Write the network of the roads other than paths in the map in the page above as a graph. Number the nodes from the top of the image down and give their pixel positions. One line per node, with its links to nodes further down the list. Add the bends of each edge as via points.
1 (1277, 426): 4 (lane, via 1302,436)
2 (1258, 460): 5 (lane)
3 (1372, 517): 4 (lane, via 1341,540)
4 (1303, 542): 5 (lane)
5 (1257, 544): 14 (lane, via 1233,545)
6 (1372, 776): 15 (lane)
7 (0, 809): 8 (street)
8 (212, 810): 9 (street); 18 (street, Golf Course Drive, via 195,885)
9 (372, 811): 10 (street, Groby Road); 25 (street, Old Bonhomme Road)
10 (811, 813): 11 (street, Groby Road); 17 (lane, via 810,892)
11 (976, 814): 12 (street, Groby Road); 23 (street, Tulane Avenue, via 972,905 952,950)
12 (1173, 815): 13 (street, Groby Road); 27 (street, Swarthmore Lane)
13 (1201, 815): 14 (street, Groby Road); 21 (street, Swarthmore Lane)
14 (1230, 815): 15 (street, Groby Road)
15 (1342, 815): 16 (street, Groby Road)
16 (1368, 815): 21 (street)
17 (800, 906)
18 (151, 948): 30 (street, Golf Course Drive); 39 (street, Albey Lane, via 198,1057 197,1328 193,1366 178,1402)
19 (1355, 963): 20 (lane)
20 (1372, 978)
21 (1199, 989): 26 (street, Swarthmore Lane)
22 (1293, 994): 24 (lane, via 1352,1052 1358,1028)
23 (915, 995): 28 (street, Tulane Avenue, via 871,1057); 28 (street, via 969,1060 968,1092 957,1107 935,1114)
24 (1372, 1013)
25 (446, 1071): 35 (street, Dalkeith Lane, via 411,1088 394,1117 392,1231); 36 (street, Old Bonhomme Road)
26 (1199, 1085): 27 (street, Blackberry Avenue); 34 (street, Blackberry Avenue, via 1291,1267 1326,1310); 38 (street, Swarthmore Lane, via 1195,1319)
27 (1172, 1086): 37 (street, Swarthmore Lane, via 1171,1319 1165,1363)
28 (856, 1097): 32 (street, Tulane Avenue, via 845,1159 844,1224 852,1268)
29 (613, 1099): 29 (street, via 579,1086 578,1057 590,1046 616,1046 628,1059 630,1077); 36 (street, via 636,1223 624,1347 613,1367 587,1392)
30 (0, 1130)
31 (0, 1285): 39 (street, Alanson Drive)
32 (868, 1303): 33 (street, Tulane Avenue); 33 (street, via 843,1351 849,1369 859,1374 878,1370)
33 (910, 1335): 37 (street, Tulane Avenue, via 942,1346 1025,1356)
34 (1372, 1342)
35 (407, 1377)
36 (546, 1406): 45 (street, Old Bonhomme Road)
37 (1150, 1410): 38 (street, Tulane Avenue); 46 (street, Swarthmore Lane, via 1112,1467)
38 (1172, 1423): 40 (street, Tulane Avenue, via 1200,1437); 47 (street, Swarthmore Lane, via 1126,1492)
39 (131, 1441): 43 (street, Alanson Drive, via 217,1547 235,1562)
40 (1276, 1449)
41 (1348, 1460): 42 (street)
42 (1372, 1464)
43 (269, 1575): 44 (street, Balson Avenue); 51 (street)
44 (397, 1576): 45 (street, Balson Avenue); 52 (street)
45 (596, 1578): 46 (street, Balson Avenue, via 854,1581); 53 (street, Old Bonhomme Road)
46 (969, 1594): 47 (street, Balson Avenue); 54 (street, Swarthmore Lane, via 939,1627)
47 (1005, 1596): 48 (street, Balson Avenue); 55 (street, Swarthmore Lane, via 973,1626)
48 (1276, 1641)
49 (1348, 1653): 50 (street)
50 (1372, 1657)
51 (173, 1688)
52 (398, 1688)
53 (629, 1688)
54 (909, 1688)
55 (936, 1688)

☆ ☆ ☆ ☆

| TASK DETAILS |
Extract from the material all lines containing the string "Alanson".

| YOUR RESPONSE |
31 (0, 1285): 39 (street, Alanson Drive)
39 (131, 1441): 43 (street, Alanson Drive, via 217,1547 235,1562)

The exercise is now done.